The regulations suggest that having large, well-funded facilities and trained medical staff is enough to allow these treatments to be sold, says Douglas Sipp, who studies cell therapy policies at the RIKEN Center for Biosystems Dynamics Research in Kobe. But those things are not an adequate substitute for well-designed studies to determine whether a treatment is efficacious or not, he says.
The rules could also dissuade pharmaceutical companies from doing rigorous studies, he says: companies will have no incentive to conduct well-designed studies if they are forced to compete with hospitals that have “carte blanche to offer therapies of every kind”.
But Ren says that companies will work with hospitals to test their treatments, and that the therapies’ effectiveness will be measured using a combination of objective criteria — such as whether tumours have shrunk — and patient-reported outcomes.

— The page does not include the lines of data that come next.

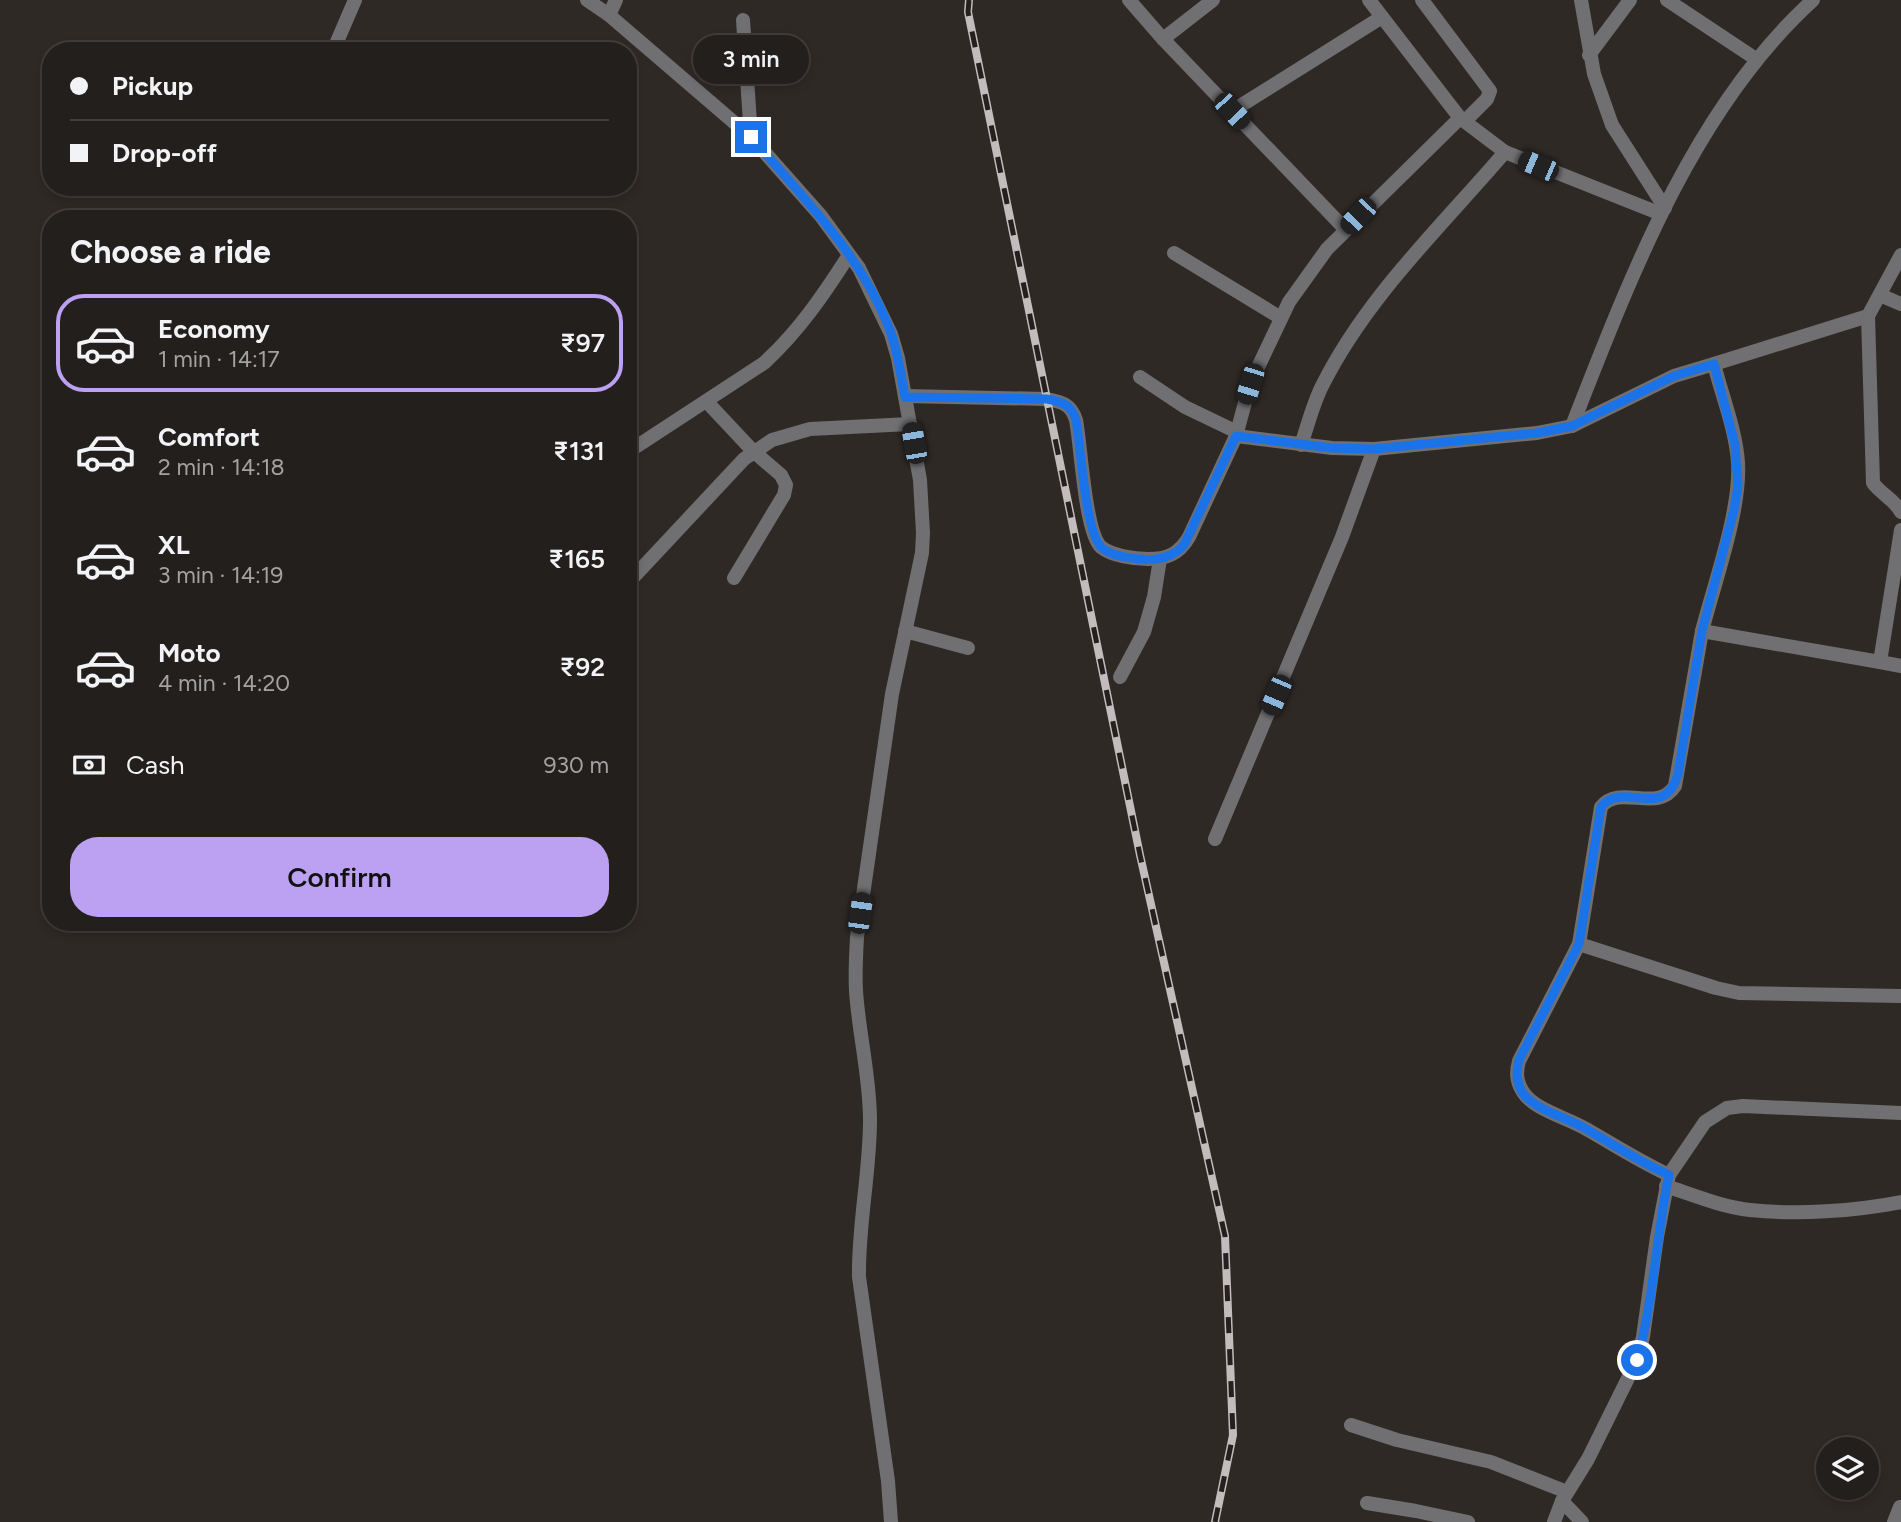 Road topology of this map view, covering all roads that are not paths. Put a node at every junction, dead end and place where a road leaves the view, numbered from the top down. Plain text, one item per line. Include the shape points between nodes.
1 (355, 0) edge
2 (587, 0) edge
3 (616, 0) edge
4 (1129, 0) edge
5 (1213, 0) edge
6 (1369, 0) edge
7 (1422, 0) edge
8 (1581, 0) edge
9 (1630, 0) edge
10 (1667, 0) edge
11 (1813, 0) edge
12 (609, 15) junction
13 (1382, 17) junction
14 (743, 20) dead end
15 (1163, 39) junction
16 (337, 42) edge
17 (1589, 55) junction
18 (1756, 59) junction
19 (1232, 111) junction
20 (1462, 119) junction
21 (751, 137) junction
22 (1504, 152) junction
23 (1663, 211) junction
24 (1345, 229) junction
25 (1174, 253) dead end
26 (849, 255) junction
27 (1901, 255) edge
28 (1880, 295) junction
29 (1901, 304) edge
30 (1867, 316) junction
31 (1281, 318) junction
32 (1714, 364) junction
33 (1140, 377) dead end
34 (905, 397) junction
35 (707, 402) junction
36 (911, 424) junction
37 (1572, 426) junction
38 (1237, 434) junction
39 (1301, 445) junction
40 (637, 446) edge
41 (1374, 449) junction
42 (753, 451) junction
43 (1901, 512) edge
44 (1901, 530) edge
45 (1160, 559) junction
46 (637, 573) edge
47 (734, 578) dead end
48 (905, 631) junction
49 (1702, 631) junction
50 (968, 648) dead end
51 (1880, 662) junction
52 (1901, 666) edge
53 (1120, 677) dead end
54 (1215, 839) dead end
55 (1579, 944) junction
56 (1901, 996) edge
57 (1901, 1112) edge
58 (1668, 1181) junction
59 (1901, 1202) edge
60 (1351, 1425) dead end
61 (1565, 1497) junction
62 (1367, 1503) dead end
63 (1900, 1507) edge
64 (891, 1522) edge
65 (1468, 1522) edge
66 (1553, 1522) edge
67 (1582, 1522) edge
68 (1894, 1522) edge

1 - 16 street
2 - 12 street
3 - 12 street
4 - 15 street
5 - 15 street
6 - 13 street
7 - 20 street via 1489,90 1487,99
8 - 17 street
9 - 17 street
10 - 18 street
11 - 18 street
12 - 21 street
13 - 19 street
13 - 20 street
14 - 21 street
15 - 19 street
17 - 23 street via 1612,125
18 - 23 street via 1701,141
19 - 24 street
20 - 22 street
20 - 24 street
21 - 26 street
22 - 23 street
22 - 39 street via 1397,272 1356,328 1322,386
23 - 37 street
24 - 31 street via 1326,249
25 - 31 street
26 - 34 street via 891,334
26 - 35 street via 817,305 779,349
27 - 28 street
28 - 29 street
28 - 30 street
30 - 32 street
30 - 43 street via 1873,483
31 - 38 street via 1250,384
32 - 37 street via 1674,376
32 - 49 street via 1735,445 1738,486
33 - 38 street via 1167,397
34 - 36 street
34 - 45 street via 1064,403 1076,420 1096,541 1107,551
35 - 40 street
35 - 42 street
36 - 42 street via 810,429
36 - 48 street via 923,533
37 - 41 street
38 - 39 street
38 - 45 street via 1184,545
39 - 41 street
41 - 54 street via 1342,537
42 - 46 street
42 - 47 street via 781,475 786,490
44 - 51 street
45 - 53 street via 1147,622
48 - 50 street
48 - 64 street via 857,937 856,993 870,1122 859,1277
49 - 51 street
49 - 55 street via 1675,786 1665,796 1650,800 1615,797 1601,807
51 - 52 street
55 - 56 street via 1739,993
55 - 58 street via 1519,1060 1518,1082 1533,1103 1588,1129
57 - 58 street via 1727,1108 1705,1122
58 - 59 street via 1748,1209 1867,1208
58 - 61 street via 1637,1360
60 - 61 street via 1491,1462
61 - 66 street
61 - 67 street
62 - 65 street
63 - 68 street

Wang Yuedan, an immunologist at Peking University in Beijing, says the draft regulations give him confidence to resume planning clinical studies. He stopped clinical work on cellular immunotherapies more than a decade ago, because the lack of regulations meant that there was no way to tell which therapies worked and which did not.
But he still worries about the shortage of doctors with clinical-trial experience. Hospitals without enough qualified experts might ignore the regulations, or hospital review boards might mistakenly approve immunotherapies that aren’t safe for patients. “It could return to the previous state,” he says.